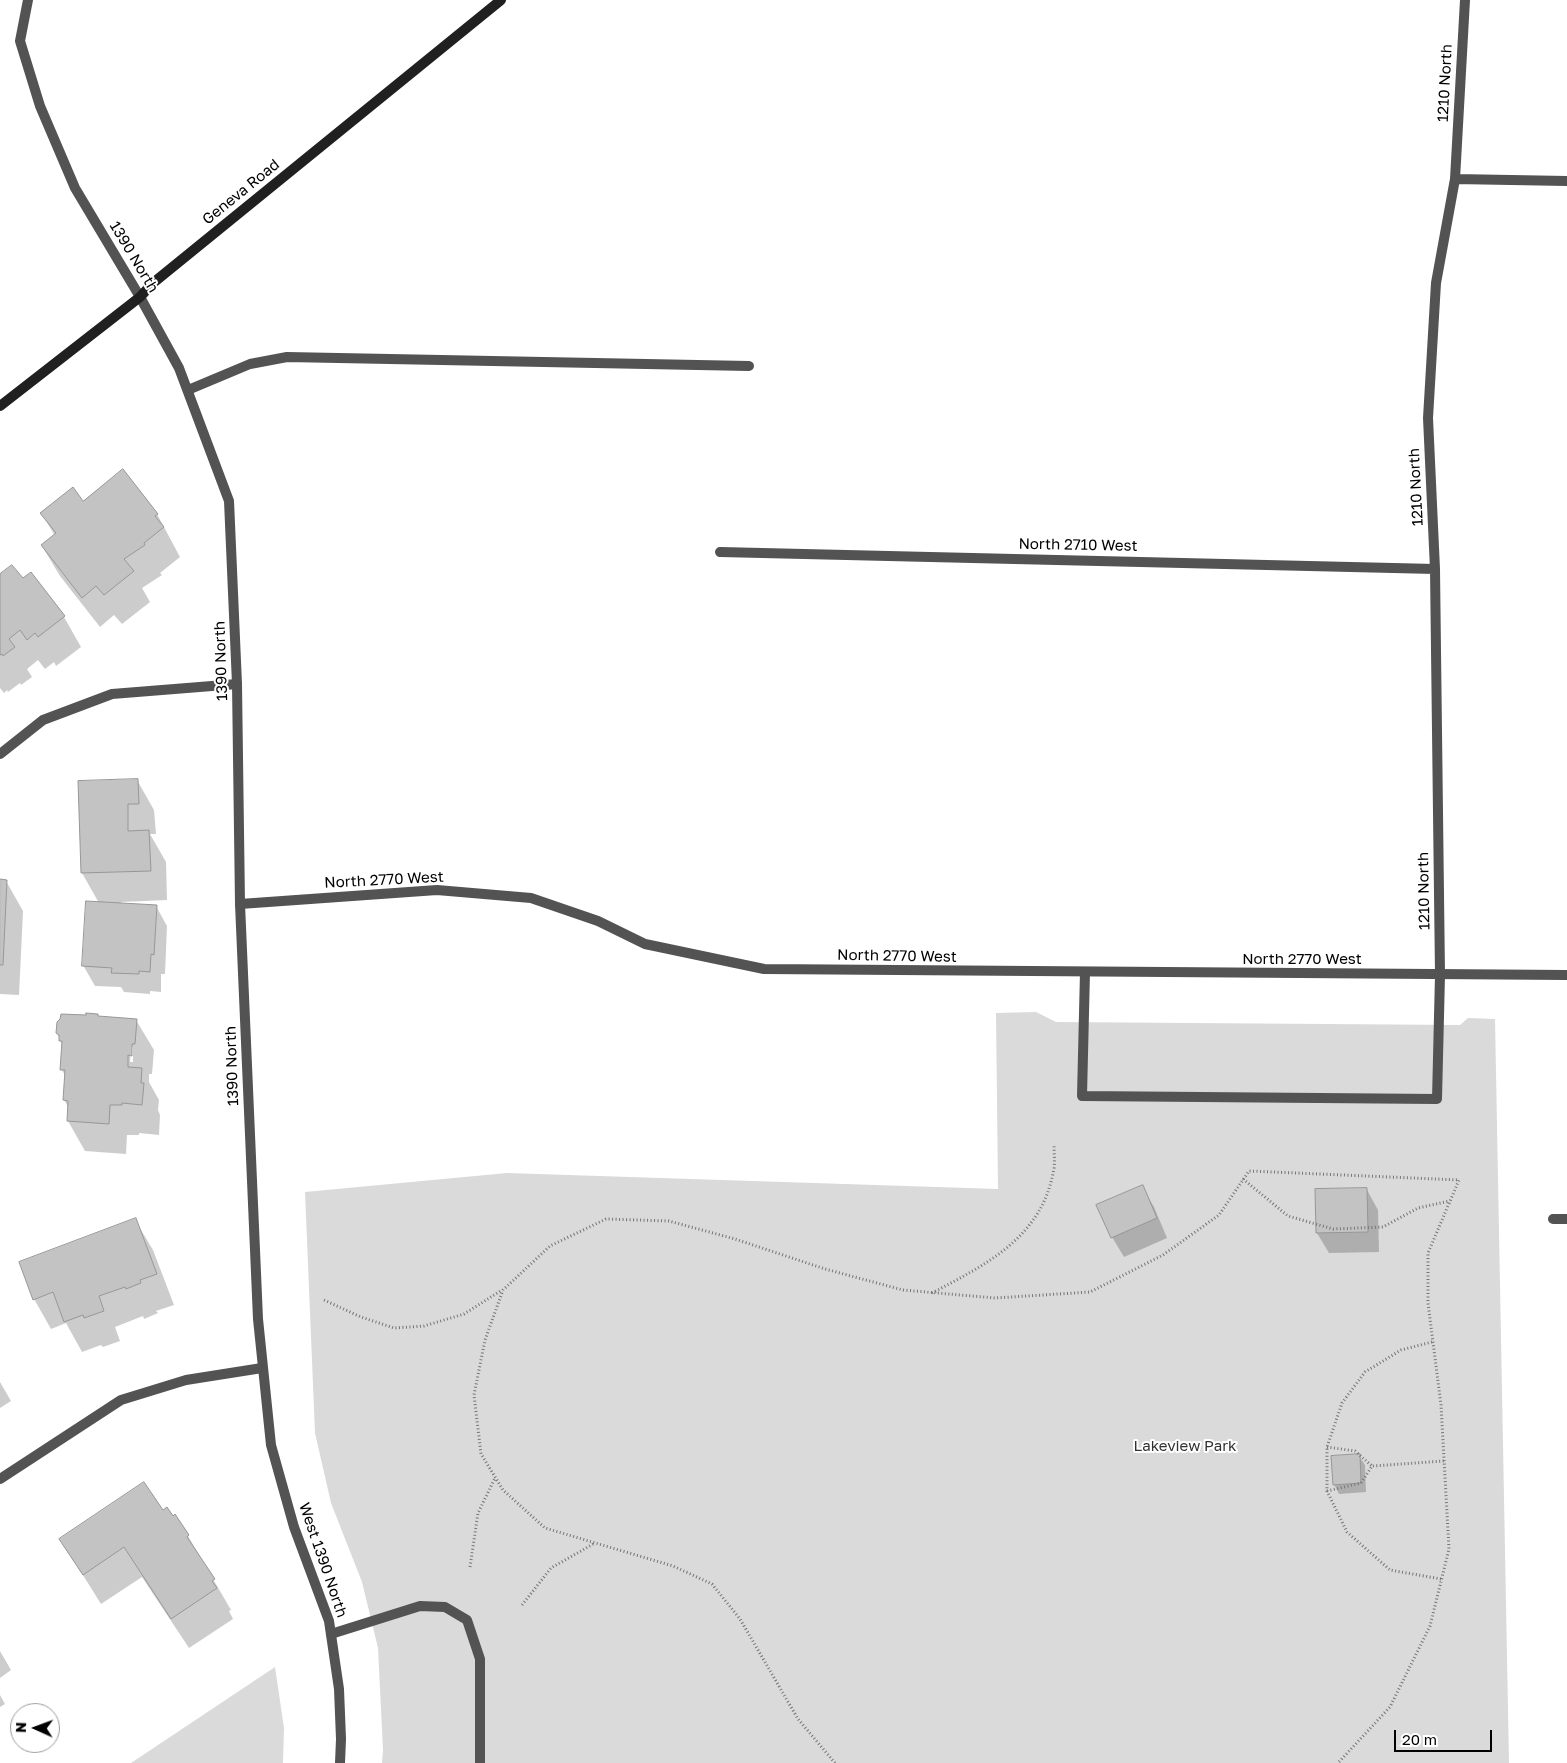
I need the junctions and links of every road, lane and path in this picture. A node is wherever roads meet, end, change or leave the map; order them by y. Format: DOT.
graph roads {
  1 [pos="28,0"];
  2 [pos="501,0"];
  3 [pos="1465,0"];
  4 [pos="1455,178"];
  5 [pos="1567,181"];
  6 [pos="140,297"];
  7 [pos="749,366"];
  8 [pos="188,390"];
  9 [pos="0,406"];
  10 [pos="720,552"];
  11 [pos="1435,569"];
  12 [pos="237,684"];
  13 [pos="0,754"];
  14 [pos="240,904"];
  15 [pos="1085,972"];
  16 [pos="1440,975"];
  17 [pos="1567,976"];
  18 [pos="1054,1145"];
  19 [pos="1243,1179"];
  20 [pos="1450,1201"];
  21 [pos="1553,1219"];
  22 [pos="1567,1219"];
  23 [pos="503,1290"];
  24 [pos="931,1293"];
  25 [pos="324,1300"];
  26 [pos="1432,1342"];
  27 [pos="262,1368"];
  28 [pos="1327,1447"];
  29 [pos="1444,1461"];
  30 [pos="1372,1466"];
  31 [pos="495,1477"];
  32 [pos="0,1479"];
  33 [pos="1327,1490"];
  34 [pos="596,1542"];
  35 [pos="470,1566"];
  36 [pos="1442,1579"];
  37 [pos="522,1605"];
  38 [pos="331,1634"];
  39 [pos="340,1763"];
  40 [pos="480,1763"];
  41 [pos="835,1763"];
  42 [pos="1338,1763"];
  1 -- 6 [label="street, 1390 North"];
  2 -- 6 [label="main road, Geneva Road"];
  3 -- 4 [label="street, 1210 North"];
  4 -- 5 [label="street"];
  4 -- 11 [label="street, 1210 North"];
  6 -- 8 [label="street, 1390 North"];
  6 -- 9 [label="main road, Geneva Road"];
  7 -- 8 [label="street"];
  8 -- 12 [label="street, 1390 North"];
  10 -- 11 [label="street, North 2710 West"];
  11 -- 16 [label="street, 1210 North"];
  12 -- 13 [label="street"];
  12 -- 14 [label="street, 1390 North"];
  14 -- 15 [label="street, North 2770 West"];
  14 -- 27 [label="street, 1390 North"];
  15 -- 16 [label="street, North 2770 West"];
  15 -- 16 [label="street, 1210 North"];
  16 -- 17 [label="street, North 2770 West"];
  18 -- 24 [label="path"];
  19 -- 20 [label="path"];
  19 -- 20 [label="path"];
  19 -- 24 [label="path"];
  20 -- 26 [label="path"];
  21 -- 22 [label="street"];
  23 -- 24 [label="path"];
  23 -- 25 [label="path"];
  23 -- 31 [label="path"];
  26 -- 28 [label="path"];
  26 -- 29 [label="path"];
  27 -- 32 [label="street"];
  27 -- 38 [label="street, West 1390 North"];
  28 -- 30 [label="path"];
  28 -- 33 [label="path"];
  29 -- 30 [label="path"];
  29 -- 36 [label="path"];
  30 -- 33 [label="path"];
  31 -- 34 [label="path"];
  31 -- 35 [label="path"];
  33 -- 36 [label="path"];
  34 -- 37 [label="path"];
  34 -- 41 [label="path"];
  36 -- 42 [label="path"];
  38 -- 39 [label="street, West 1390 North"];
  38 -- 40 [label="street"];
}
#####
__What is needed__:
In the material above, find the lines that contain "West" and show them.

__Solution for this exercise__:
  10 -- 11 [label="street, North 2710 West"];
  14 -- 15 [label="street, North 2770 West"];
  15 -- 16 [label="street, North 2770 West"];
  16 -- 17 [label="street, North 2770 West"];
  27 -- 38 [label="street, West 1390 North"];
  38 -- 39 [label="street, West 1390 North"];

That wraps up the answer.